梯度洗脱，流动相组成不断发生变化，不宜使用折光检测器。

四、薄层色谱法操作技术

1．仪器与材料

(1)玻板用5cm×20cm或10cm×20cm的规格，要求光滑、平整，洗净后不附水珠，晾干。

(2）固定相常用固定相有硅胶G、硅胶GF254、硅胶H、硅胶HF254等。其颗粒大小，一般要求直径为10-40μm。按各品种项下规定取一定量的固定相，按“薄层板制备”方法制备薄层板。
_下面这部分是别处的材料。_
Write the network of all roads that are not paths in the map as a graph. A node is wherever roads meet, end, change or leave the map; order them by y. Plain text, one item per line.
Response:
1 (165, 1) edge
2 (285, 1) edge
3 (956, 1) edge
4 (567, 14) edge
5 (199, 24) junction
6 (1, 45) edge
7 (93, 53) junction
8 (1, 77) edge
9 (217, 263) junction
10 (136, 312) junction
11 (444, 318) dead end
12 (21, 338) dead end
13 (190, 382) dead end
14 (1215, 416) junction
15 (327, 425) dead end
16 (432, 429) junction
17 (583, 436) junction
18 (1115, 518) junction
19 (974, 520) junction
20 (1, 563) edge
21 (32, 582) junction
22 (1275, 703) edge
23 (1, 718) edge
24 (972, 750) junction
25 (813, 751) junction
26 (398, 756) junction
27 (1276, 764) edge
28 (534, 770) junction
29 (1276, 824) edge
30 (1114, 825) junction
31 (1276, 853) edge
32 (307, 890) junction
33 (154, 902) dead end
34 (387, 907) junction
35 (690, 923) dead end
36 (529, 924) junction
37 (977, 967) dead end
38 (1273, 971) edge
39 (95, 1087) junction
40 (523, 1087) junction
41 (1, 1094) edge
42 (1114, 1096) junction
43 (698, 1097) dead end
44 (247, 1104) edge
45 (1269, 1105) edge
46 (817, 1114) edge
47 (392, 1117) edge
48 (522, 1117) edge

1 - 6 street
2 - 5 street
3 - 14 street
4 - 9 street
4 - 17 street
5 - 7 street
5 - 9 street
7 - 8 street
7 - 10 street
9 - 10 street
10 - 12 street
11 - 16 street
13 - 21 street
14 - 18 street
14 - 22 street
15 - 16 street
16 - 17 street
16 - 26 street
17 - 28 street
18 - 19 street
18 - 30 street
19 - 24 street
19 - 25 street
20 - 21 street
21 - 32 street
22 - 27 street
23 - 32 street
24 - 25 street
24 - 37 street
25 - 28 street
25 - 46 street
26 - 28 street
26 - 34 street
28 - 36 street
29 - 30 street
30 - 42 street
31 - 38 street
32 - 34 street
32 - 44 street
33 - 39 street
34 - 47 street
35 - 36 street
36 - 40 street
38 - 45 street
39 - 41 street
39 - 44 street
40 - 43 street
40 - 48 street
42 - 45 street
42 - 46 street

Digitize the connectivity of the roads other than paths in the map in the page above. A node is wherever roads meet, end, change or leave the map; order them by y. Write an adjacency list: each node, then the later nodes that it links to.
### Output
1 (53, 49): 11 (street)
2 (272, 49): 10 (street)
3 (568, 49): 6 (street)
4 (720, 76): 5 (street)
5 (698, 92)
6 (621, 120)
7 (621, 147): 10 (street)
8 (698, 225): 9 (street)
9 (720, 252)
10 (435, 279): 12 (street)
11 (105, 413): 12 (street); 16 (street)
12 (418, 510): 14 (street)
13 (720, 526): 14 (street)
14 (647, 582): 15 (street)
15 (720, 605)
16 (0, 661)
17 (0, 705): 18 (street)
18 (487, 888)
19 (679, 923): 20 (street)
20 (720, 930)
(3)薄层涂布一般可分无黏合剂和含黏合剂两种；前者系将固定相直接涂布于玻璃板上，后者系在固定相中加入一定量的黏合剂，一般常用10%-15%锻石膏（CaSO4•2H2O在140℃加热4h)，混匀后加水适量使用，或用羧甲基纤维素钠水溶液（0.5%-0.7%）适量调成糊状，均匀涂布于玻板上。

(4)展开室应使用适合薄层板大小的玻璃制薄层色谱展开缸，并有严密的盖子，底部应平整光滑，便于观察。

2．操作方法

(1）薄层板制备根据各品种项下规定，取1份固定相和3份水（或黏合剂）在研钵中向一方向研磨混合，去除表面的气泡后，用倾注法或平铺法或涂布器法，在玻板上涂布成厚度为0.2-0.3mm的薄层板，将涂好薄层的玻板置水平台上，于室温下晾干后在110℃烘30min，即置有干燥剂的干燥箱中备用。使用前检查其均匀度（可通过透射光和反射光检视）。

(2)点样用微量注射器或微量吸管吸取规定量样品溶液，点样于薄层板上，一般为圆点，点样基线距底边2.0cm，样点直径为2-4mm，点间距离为1.5-2.0cm，点样时必须注意勿损伤薄层表面。

(3)展开展开缸如需预先用展开剂饱和，可在缸中加入足够量的展开剂，并在壁上贴两条与缸一样高、宽的滤纸条，一端浸入展开剂中，密封缸顶的盖，使系统平衡。将点好样品的薄层板放入展开缸的展开剂中，浸入展开剂的深度为距薄层板底边0.5-1.0cm（切勿将样点浸入展开剂中）。密封缸盖，待展开至规定距离（一般为0-15cm）取出薄层板，晾干，按各品种项下的规定检测。